ECG Signals Classification Using Overlapping Variables to Detect Atrial Fibrillation

Abstract

In the present work a method for the detection of the cardiac pathology known as atrial fibrillation is proposed by calculating different information, statistics and other nonlinear measures over ECG signals. The original database contains records corresponding to patients who are diagnosed with this disease as well as healthy subjects. To formulate the dataset the Rényi permutation entropy, Fisher information measure, statistical complexity, Lyapunov exponent and fractal dimension were calculated, in order to determine how to combine this features to optimize the identification of the signals coming from ECG with the above mentioned cardiac pathology. With the aim to improve the results obtained in previous studies, a classification method based upon decision trees algorithms is implemented. Later a Montecarlo simulation of one thousand trials is performed with a seventy percent randomly selected from the dataset dedicated to train the classifier and the remaining thirty percent reserved to test in every trial.

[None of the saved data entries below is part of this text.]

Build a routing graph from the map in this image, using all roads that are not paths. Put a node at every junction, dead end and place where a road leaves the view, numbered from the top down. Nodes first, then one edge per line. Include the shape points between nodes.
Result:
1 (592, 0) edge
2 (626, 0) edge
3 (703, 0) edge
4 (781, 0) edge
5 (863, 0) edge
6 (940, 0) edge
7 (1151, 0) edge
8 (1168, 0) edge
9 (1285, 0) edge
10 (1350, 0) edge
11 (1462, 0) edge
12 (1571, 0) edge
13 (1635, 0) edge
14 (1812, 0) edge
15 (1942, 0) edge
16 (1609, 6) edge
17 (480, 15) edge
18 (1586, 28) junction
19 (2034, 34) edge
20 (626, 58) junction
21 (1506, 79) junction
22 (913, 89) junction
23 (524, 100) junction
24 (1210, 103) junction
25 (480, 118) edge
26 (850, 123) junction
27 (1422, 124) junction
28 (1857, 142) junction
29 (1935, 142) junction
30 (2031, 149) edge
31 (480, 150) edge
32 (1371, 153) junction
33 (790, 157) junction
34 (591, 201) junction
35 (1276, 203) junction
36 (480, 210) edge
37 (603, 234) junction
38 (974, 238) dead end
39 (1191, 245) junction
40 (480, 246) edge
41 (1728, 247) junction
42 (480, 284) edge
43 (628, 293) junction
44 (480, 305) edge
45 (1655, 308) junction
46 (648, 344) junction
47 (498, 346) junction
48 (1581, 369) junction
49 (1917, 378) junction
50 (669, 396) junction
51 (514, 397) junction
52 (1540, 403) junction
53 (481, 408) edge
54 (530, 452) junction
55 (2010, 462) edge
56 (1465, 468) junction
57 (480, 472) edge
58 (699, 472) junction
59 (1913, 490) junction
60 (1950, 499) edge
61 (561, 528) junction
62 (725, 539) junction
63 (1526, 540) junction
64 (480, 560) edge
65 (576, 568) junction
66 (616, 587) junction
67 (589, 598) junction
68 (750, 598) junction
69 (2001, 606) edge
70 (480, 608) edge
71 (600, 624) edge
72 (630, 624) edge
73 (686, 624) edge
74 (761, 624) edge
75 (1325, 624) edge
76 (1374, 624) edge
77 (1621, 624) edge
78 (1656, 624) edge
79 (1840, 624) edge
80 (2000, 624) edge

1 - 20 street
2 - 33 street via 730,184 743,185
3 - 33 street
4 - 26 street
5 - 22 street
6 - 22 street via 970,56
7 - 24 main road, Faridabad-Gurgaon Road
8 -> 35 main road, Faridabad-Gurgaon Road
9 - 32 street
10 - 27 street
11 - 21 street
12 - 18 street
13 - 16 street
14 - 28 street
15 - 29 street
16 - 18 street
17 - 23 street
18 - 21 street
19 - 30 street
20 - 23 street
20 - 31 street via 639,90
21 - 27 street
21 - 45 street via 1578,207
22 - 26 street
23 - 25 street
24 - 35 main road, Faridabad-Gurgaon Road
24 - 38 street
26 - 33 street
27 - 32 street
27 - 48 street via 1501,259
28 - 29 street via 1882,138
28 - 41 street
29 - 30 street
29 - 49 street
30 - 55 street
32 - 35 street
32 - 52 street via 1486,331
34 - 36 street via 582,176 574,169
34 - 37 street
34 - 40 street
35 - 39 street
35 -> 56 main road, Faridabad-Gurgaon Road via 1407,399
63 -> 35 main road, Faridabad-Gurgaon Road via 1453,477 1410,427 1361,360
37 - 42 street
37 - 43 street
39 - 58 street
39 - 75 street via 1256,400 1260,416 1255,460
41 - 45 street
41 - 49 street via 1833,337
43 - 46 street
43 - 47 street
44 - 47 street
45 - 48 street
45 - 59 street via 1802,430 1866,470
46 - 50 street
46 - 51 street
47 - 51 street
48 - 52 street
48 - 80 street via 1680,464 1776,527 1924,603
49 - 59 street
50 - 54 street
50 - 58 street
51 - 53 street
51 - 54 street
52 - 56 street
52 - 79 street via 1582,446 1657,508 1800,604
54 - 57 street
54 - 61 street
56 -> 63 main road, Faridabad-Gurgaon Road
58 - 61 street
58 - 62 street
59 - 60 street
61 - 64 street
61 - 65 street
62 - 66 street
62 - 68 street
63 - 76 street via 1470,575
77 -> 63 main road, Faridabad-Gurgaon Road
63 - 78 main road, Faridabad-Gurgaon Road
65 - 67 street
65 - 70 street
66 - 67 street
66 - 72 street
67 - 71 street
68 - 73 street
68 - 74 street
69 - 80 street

The quality of the classification is assessed through the computation of the area under the receiver operation characteristic curve (ROC), the F1-score and other classical performance metrics, such as the balanced accuracy, sensitivity, specificity, positive and negative predicted values. The results show that the incorporation of all these features to the dataset when are employed to train the classifier in the training task produces the best classification, in such a way that the largest quality parameter is achieved.